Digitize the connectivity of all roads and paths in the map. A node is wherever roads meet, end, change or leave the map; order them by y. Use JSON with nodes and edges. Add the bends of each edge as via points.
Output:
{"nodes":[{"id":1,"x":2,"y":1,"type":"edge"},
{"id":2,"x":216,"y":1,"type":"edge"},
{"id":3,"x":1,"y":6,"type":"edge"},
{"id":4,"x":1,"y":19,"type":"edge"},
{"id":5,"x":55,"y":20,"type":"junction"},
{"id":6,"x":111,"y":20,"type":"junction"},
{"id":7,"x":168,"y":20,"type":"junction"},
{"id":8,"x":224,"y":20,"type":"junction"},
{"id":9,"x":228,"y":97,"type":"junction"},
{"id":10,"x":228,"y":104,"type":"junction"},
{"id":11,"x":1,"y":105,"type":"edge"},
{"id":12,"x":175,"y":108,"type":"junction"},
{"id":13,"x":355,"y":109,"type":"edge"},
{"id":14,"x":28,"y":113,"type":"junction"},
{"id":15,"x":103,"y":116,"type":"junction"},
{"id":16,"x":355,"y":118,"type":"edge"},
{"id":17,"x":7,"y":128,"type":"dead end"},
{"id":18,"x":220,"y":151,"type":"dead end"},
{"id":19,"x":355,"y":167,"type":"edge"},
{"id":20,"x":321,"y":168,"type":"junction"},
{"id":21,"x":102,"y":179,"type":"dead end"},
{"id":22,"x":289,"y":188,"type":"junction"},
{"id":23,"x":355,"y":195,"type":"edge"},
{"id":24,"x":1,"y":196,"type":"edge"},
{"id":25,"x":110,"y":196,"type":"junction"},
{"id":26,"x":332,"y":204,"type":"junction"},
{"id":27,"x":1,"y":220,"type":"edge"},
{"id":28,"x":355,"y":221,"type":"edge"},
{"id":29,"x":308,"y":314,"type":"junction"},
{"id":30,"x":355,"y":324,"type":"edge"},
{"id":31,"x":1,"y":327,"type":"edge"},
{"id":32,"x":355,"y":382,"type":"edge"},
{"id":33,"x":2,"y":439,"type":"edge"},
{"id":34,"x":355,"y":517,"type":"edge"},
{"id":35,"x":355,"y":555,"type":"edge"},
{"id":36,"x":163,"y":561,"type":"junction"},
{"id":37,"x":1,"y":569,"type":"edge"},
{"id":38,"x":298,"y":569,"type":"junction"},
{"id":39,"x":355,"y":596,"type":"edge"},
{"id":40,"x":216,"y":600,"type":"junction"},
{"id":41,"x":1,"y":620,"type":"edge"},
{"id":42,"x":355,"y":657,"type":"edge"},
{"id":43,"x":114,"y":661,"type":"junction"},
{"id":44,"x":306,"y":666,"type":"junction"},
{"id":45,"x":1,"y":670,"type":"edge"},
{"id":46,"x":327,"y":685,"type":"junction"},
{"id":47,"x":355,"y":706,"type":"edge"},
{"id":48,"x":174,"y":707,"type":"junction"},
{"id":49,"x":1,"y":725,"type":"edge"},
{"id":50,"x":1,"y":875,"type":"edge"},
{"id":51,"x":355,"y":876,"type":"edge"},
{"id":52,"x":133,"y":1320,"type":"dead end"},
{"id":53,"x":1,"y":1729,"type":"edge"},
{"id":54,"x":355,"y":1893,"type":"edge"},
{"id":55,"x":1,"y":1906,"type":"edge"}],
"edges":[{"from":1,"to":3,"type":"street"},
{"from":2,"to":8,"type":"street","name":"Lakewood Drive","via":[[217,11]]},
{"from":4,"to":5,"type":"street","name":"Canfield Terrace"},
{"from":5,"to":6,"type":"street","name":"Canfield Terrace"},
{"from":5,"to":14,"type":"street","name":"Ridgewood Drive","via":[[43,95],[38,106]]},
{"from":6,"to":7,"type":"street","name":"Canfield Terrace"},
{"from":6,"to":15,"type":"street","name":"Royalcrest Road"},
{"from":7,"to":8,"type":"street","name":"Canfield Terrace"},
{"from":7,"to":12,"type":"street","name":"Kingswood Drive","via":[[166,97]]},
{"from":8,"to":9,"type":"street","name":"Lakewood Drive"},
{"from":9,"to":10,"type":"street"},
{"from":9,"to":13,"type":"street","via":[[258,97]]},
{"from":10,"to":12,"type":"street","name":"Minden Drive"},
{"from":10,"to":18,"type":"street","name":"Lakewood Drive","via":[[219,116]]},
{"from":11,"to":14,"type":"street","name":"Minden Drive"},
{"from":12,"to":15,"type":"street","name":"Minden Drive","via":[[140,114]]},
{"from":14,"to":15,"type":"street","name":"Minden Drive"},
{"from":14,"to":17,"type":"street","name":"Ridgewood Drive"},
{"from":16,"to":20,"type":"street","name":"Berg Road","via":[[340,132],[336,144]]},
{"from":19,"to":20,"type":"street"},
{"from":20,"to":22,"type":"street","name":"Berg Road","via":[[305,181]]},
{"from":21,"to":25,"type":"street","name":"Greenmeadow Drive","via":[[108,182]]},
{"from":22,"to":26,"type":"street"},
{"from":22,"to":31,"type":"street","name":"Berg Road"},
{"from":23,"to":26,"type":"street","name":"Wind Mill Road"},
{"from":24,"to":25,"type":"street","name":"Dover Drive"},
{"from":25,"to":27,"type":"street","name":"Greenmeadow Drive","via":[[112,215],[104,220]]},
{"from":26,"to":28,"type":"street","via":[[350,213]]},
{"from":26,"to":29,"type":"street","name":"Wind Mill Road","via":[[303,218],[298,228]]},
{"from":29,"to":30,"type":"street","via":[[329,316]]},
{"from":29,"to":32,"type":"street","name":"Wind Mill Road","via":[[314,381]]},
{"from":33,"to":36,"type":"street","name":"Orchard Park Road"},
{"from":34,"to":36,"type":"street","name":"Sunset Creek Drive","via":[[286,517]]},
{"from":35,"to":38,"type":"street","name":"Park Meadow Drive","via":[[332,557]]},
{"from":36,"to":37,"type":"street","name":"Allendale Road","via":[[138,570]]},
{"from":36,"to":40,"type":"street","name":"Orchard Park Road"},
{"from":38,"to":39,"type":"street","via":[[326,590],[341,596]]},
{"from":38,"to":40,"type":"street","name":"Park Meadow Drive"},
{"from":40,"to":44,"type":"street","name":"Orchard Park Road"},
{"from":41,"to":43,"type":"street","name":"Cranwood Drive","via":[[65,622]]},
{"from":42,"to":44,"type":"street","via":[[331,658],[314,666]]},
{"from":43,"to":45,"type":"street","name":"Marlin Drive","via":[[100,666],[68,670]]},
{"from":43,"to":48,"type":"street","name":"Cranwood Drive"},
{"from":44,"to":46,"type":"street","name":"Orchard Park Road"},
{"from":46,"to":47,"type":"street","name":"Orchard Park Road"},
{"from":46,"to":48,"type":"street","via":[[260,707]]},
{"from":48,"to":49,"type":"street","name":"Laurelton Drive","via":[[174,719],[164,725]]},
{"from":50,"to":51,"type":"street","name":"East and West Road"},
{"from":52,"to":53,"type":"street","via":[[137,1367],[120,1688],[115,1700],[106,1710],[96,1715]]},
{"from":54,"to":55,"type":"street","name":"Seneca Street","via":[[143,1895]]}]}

+--

■ WORK TO BE COMPLETED
Repeat each record word for word. Do not leave any out.

■ SOLUTION FOR THIS TASK
Digitize the connectivity of all roads and paths in the map. A node is wherever roads meet, end, change or leave the map; order them by y. Use JSON with nodes and edges. Add the bends of each edge as via points.
Output:
{"nodes":[{"id":1,"x":2,"y":1,"type":"edge"},
{"id":2,"x":216,"y":1,"type":"edge"},
{"id":3,"x":1,"y":6,"type":"edge"},
{"id":4,"x":1,"y":19,"type":"edge"},
{"id":5,"x":55,"y":20,"type":"junction"},
{"id":6,"x":111,"y":20,"type":"junction"},
{"id":7,"x":168,"y":20,"type":"junction"},
{"id":8,"x":224,"y":20,"type":"junction"},
{"id":9,"x":228,"y":97,"type":"junction"},
{"id":10,"x":228,"y":104,"type":"junction"},
{"id":11,"x":1,"y":105,"type":"edge"},
{"id":12,"x":175,"y":108,"type":"junction"},
{"id":13,"x":355,"y":109,"type":"edge"},
{"id":14,"x":28,"y":113,"type":"junction"},
{"id":15,"x":103,"y":116,"type":"junction"},
{"id":16,"x":355,"y":118,"type":"edge"},
{"id":17,"x":7,"y":128,"type":"dead end"},
{"id":18,"x":220,"y":151,"type":"dead end"},
{"id":19,"x":355,"y":167,"type":"edge"},
{"id":20,"x":321,"y":168,"type":"junction"},
{"id":21,"x":102,"y":179,"type":"dead end"},
{"id":22,"x":289,"y":188,"type":"junction"},
{"id":23,"x":355,"y":195,"type":"edge"},
{"id":24,"x":1,"y":196,"type":"edge"},
{"id":25,"x":110,"y":196,"type":"junction"},
{"id":26,"x":332,"y":204,"type":"junction"},
{"id":27,"x":1,"y":220,"type":"edge"},
{"id":28,"x":355,"y":221,"type":"edge"},
{"id":29,"x":308,"y":314,"type":"junction"},
{"id":30,"x":355,"y":324,"type":"edge"},
{"id":31,"x":1,"y":327,"type":"edge"},
{"id":32,"x":355,"y":382,"type":"edge"},
{"id":33,"x":2,"y":439,"type":"edge"},
{"id":34,"x":355,"y":517,"type":"edge"},
{"id":35,"x":355,"y":555,"type":"edge"},
{"id":36,"x":163,"y":561,"type":"junction"},
{"id":37,"x":1,"y":569,"type":"edge"},
{"id":38,"x":298,"y":569,"type":"junction"},
{"id":39,"x":355,"y":596,"type":"edge"},
{"id":40,"x":216,"y":600,"type":"junction"},
{"id":41,"x":1,"y":620,"type":"edge"},
{"id":42,"x":355,"y":657,"type":"edge"},
{"id":43,"x":114,"y":661,"type":"junction"},
{"id":44,"x":306,"y":666,"type":"junction"},
{"id":45,"x":1,"y":670,"type":"edge"},
{"id":46,"x":327,"y":685,"type":"junction"},
{"id":47,"x":355,"y":706,"type":"edge"},
{"id":48,"x":174,"y":707,"type":"junction"},
{"id":49,"x":1,"y":725,"type":"edge"},
{"id":50,"x":1,"y":875,"type":"edge"},
{"id":51,"x":355,"y":876,"type":"edge"},
{"id":52,"x":133,"y":1320,"type":"dead end"},
{"id":53,"x":1,"y":1729,"type":"edge"},
{"id":54,"x":355,"y":1893,"type":"edge"},
{"id":55,"x":1,"y":1906,"type":"edge"}],
"edges":[{"from":1,"to":3,"type":"street"},
{"from":2,"to":8,"type":"street","name":"Lakewood Drive","via":[[217,11]]},
{"from":4,"to":5,"type":"street","name":"Canfield Terrace"},
{"from":5,"to":6,"type":"street","name":"Canfield Terrace"},
{"from":5,"to":14,"type":"street","name":"Ridgewood Drive","via":[[43,95],[38,106]]},
{"from":6,"to":7,"type":"street","name":"Canfield Terrace"},
{"from":6,"to":15,"type":"street","name":"Royalcrest Road"},
{"from":7,"to":8,"type":"street","name":"Canfield Terrace"},
{"from":7,"to":12,"type":"street","name":"Kingswood Drive","via":[[166,97]]},
{"from":8,"to":9,"type":"street","name":"Lakewood Drive"},
{"from":9,"to":10,"type":"street"},
{"from":9,"to":13,"type":"street","via":[[258,97]]},
{"from":10,"to":12,"type":"street","name":"Minden Drive"},
{"from":10,"to":18,"type":"street","name":"Lakewood Drive","via":[[219,116]]},
{"from":11,"to":14,"type":"street","name":"Minden Drive"},
{"from":12,"to":15,"type":"street","name":"Minden Drive","via":[[140,114]]},
{"from":14,"to":15,"type":"street","name":"Minden Drive"},
{"from":14,"to":17,"type":"street","name":"Ridgewood Drive"},
{"from":16,"to":20,"type":"street","name":"Berg Road","via":[[340,132],[336,144]]},
{"from":19,"to":20,"type":"street"},
{"from":20,"to":22,"type":"street","name":"Berg Road","via":[[305,181]]},
{"from":21,"to":25,"type":"street","name":"Greenmeadow Drive","via":[[108,182]]},
{"from":22,"to":26,"type":"street"},
{"from":22,"to":31,"type":"street","name":"Berg Road"},
{"from":23,"to":26,"type":"street","name":"Wind Mill Road"},
{"from":24,"to":25,"type":"street","name":"Dover Drive"},
{"from":25,"to":27,"type":"street","name":"Greenmeadow Drive","via":[[112,215],[104,220]]},
{"from":26,"to":28,"type":"street","via":[[350,213]]},
{"from":26,"to":29,"type":"street","name":"Wind Mill Road","via":[[303,218],[298,228]]},
{"from":29,"to":30,"type":"street","via":[[329,316]]},
{"from":29,"to":32,"type":"street","name":"Wind Mill Road","via":[[314,381]]},
{"from":33,"to":36,"type":"street","name":"Orchard Park Road"},
{"from":34,"to":36,"type":"street","name":"Sunset Creek Drive","via":[[286,517]]},
{"from":35,"to":38,"type":"street","name":"Park Meadow Drive","via":[[332,557]]},
{"from":36,"to":37,"type":"street","name":"Allendale Road","via":[[138,570]]},
{"from":36,"to":40,"type":"street","name":"Orchard Park Road"},
{"from":38,"to":39,"type":"street","via":[[326,590],[341,596]]},
{"from":38,"to":40,"type":"street","name":"Park Meadow Drive"},
{"from":40,"to":44,"type":"street","name":"Orchard Park Road"},
{"from":41,"to":43,"type":"street","name":"Cranwood Drive","via":[[65,622]]},
{"from":42,"to":44,"type":"street","via":[[331,658],[314,666]]},
{"from":43,"to":45,"type":"street","name":"Marlin Drive","via":[[100,666],[68,670]]},
{"from":43,"to":48,"type":"street","name":"Cranwood Drive"},
{"from":44,"to":46,"type":"street","name":"Orchard Park Road"},
{"from":46,"to":47,"type":"street","name":"Orchard Park Road"},
{"from":46,"to":48,"type":"street","via":[[260,707]]},
{"from":48,"to":49,"type":"street","name":"Laurelton Drive","via":[[174,719],[164,725]]},
{"from":50,"to":51,"type":"street","name":"East and West Road"},
{"from":52,"to":53,"type":"street","via":[[137,1367],[120,1688],[115,1700],[106,1710],[96,1715]]},
{"from":54,"to":55,"type":"street","name":"Seneca Street","via":[[143,1895]]}]}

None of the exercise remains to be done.